While it might seem obvious to say this, Star Trek: Resurgence is really one for the Trekkies out there. Yes, I know: sterling insight as always – but I struggle to imagine non-fans of Roddenberry’s universe getting past certain barriers to truly enjoy the experience. It’s a narrative adventure in the vein of a Telltale series, with the focus on moral and choices, critical decisions, and heaps of quick-time event minigames.
You split your time between two protagonists: lowly engineer Carter Diaz and decorated First Officer Jara Rydek. As the former you’ve been part of the crew of the U.S.S Resolute for a while, having been around six months before when an warp drive experiment almost obliterated the ship, and killed 20 crew members including the previous First Officer. As a result, tensions are high as Starfleet prepares to return the Resolute to active service despite the concerns of her crew. As the latter, you’re attempting to fill the shoes of your popular and highly thought-of predecessor.
It’s a narrative juxtaposition that mostly works, although Diaz often comes across as the slightly bumbling well-meaning sidekick to Rydek’s hyper-competent, no-nonsense leader. As both you’ll need to make decisions that impact how the supporting cast view you and, subsequently, treat you. A dangerous anomaly early on allows you to find your feet where the narrative is concerned, setting out your stall early doors in terms of who you’re likely to get on with better. From stiff upper-lipped Science Officers to enthusiastic fangirls, or from old friends joining the crew to a stuffy Vulcan Engineering Chief, there are plenty of faces to get to know and plenty of decisions to make.
Oddly, I much preferred the character stuff to the gameplay sections. You’ll often be asked to solve engineering issues as DIaz, for example, which are often so simple as to become a little tedious after a while. You also can’t invert the controller axis, which really irritated me when I was called to fire a phaser or pilot a ship, or even sneak around in some of the clunky stealth sections.
Star Trek: Resurgence is at its absolute best when you’re living out your Star Trek common fantasies, making split-second decisions on the Bridge or when out investigating alien worlds, solving problems that only you can solve. But as soon as it attempts to cut this with action-oriented gameplay the limitations of the engine simply can’t be ignored. Stealth in particular feels weird and awkward, and if you only had to deal with it once or twice I’d ignore it, but it becomes fairly frequent later on.

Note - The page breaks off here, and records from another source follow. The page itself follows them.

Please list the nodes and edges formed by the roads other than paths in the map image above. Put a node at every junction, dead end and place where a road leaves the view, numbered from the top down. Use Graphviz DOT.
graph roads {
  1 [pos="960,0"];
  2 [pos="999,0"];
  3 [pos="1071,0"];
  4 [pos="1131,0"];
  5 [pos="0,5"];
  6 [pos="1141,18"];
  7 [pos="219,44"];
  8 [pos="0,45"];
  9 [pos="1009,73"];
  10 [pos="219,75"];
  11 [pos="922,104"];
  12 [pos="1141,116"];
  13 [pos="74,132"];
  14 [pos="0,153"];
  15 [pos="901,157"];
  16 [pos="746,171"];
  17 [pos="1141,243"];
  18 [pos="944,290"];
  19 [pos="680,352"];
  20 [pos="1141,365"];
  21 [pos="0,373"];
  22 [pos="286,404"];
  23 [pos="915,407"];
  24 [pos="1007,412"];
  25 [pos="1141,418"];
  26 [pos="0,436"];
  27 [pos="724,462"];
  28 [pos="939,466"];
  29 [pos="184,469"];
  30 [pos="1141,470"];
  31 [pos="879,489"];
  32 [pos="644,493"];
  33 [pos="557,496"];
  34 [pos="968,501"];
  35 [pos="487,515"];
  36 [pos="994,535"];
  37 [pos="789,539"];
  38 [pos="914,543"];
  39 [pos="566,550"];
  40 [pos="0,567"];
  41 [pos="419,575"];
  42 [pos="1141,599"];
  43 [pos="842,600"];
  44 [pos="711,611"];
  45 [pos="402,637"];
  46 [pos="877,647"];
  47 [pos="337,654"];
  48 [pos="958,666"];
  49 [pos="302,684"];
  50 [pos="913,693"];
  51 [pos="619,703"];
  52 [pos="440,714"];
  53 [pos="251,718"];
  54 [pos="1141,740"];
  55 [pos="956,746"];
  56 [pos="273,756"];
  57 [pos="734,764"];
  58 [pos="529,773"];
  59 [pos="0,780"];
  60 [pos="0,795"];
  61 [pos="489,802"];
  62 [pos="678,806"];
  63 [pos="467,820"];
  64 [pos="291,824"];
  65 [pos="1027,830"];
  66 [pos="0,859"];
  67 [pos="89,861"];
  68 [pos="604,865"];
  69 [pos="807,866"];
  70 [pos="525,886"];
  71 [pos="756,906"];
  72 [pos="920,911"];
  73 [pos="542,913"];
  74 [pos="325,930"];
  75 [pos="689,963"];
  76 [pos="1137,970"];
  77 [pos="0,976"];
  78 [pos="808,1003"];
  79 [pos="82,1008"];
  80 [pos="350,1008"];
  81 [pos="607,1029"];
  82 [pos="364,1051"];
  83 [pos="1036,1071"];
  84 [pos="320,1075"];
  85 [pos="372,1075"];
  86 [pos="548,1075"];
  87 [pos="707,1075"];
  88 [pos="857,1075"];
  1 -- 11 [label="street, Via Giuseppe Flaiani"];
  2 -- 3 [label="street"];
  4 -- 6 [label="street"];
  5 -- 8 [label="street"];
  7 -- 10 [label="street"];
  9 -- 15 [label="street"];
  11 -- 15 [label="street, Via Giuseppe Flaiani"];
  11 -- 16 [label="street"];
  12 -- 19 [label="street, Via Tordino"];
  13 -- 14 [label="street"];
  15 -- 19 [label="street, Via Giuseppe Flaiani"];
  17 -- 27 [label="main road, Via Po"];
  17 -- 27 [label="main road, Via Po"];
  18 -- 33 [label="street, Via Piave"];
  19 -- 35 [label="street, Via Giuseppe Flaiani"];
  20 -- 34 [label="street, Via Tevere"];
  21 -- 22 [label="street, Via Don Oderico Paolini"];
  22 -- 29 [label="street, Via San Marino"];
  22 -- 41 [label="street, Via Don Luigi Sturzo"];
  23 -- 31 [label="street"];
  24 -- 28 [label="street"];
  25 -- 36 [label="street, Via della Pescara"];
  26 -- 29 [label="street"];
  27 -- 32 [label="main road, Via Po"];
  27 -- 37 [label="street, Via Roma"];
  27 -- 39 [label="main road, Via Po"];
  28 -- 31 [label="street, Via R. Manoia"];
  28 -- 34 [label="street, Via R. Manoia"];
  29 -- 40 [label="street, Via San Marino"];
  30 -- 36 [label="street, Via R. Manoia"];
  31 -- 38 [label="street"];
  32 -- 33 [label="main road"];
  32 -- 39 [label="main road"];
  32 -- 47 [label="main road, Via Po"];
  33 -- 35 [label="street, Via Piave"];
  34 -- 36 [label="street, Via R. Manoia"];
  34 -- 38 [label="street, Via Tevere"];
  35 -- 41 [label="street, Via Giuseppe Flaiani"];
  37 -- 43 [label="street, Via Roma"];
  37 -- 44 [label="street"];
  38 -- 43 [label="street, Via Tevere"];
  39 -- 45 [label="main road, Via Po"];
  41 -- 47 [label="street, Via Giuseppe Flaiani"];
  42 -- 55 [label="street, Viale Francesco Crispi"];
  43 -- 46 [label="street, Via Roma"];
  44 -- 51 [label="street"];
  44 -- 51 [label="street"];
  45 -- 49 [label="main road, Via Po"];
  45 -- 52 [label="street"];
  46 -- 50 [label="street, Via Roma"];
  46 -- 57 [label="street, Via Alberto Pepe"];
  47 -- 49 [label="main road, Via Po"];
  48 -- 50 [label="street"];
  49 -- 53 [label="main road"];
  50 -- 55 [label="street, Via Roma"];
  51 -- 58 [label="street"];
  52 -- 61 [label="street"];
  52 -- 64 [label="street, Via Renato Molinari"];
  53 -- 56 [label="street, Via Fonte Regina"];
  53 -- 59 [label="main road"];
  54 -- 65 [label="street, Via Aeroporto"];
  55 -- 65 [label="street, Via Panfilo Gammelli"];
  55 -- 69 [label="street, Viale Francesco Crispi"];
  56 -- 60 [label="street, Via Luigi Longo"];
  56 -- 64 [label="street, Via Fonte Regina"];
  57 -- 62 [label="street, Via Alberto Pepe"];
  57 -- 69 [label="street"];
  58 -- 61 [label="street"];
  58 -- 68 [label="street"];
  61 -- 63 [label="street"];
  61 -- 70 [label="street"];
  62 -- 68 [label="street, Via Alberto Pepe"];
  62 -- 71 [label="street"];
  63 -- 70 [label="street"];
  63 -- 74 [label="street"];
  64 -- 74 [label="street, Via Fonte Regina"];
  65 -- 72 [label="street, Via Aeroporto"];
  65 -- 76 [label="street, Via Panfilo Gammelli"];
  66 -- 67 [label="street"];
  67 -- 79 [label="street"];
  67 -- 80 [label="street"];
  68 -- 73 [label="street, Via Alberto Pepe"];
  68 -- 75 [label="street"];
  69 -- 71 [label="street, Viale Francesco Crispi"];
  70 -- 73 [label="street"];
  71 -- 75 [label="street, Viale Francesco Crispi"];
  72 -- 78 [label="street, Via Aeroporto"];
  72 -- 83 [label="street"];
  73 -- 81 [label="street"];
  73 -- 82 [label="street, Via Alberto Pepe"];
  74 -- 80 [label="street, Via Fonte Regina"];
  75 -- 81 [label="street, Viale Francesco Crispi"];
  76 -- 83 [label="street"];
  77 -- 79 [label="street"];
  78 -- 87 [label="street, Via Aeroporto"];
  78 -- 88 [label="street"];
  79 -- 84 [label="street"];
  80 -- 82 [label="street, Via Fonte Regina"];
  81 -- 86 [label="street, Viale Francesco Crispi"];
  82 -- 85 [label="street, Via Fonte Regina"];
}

It’s a shame, because the setting, characters, writing and events are a Star Trek fan’s dream. Environments, particularly on the ship, are faithfully created, and all the technical jargon flows like a waterfall. Warp bubbles and tricorders and dialithium crystals may not mean much to the layman, but Trekkies will feel comfortably at home.
Where Star Trek: Resurgence really struggles, though, is in the visual department. It just doesn’t look very good, strongly resembling something like Mass Effect: Andromeda where character models are concerned. Dead-eyed stares, out-of-place expressions, weird pauses between lines of dialogue, and an overall woodenness to the animations compound to take you out of the moment time and time again. The models themselves are also far too uniform, and regardless of species every body shape is the same and only the head and hands appear alien, giving the impression that everyone is just wearing Halloween costumes. Starfleet in Resurgence seems to have a rigorous recruitment drive that requires everyone to wear the same size uniform with zero exceptions.
But as I said, die hard Star Trek fans will see past these imperfections and enjoy the ride. From escorting political ambassadors to heading into the unknown as part of a shore team, commanding a ship from the Captain’s chair to fiddling with the engines of an actual Federation Starship, there’s enough here to let you live out more or less any Star Trek fantasy you want to – within limits. A few famous faces from the greater universe also pop up from time to time, but it’s more fan service than crucial characterisation.
All in all, Star Trek: Resurgence offers a genuine thrill for big fans of the series, and more of a curio to anyone else. It’s neither as tightly crafted nor as good-looking as a Telltale game, but leans heavily on similar systems. Characters are largely well-written, and it feels authentic and true to what Star Trek is, but if you’re not much into the universe there’s little here to really hold your interest.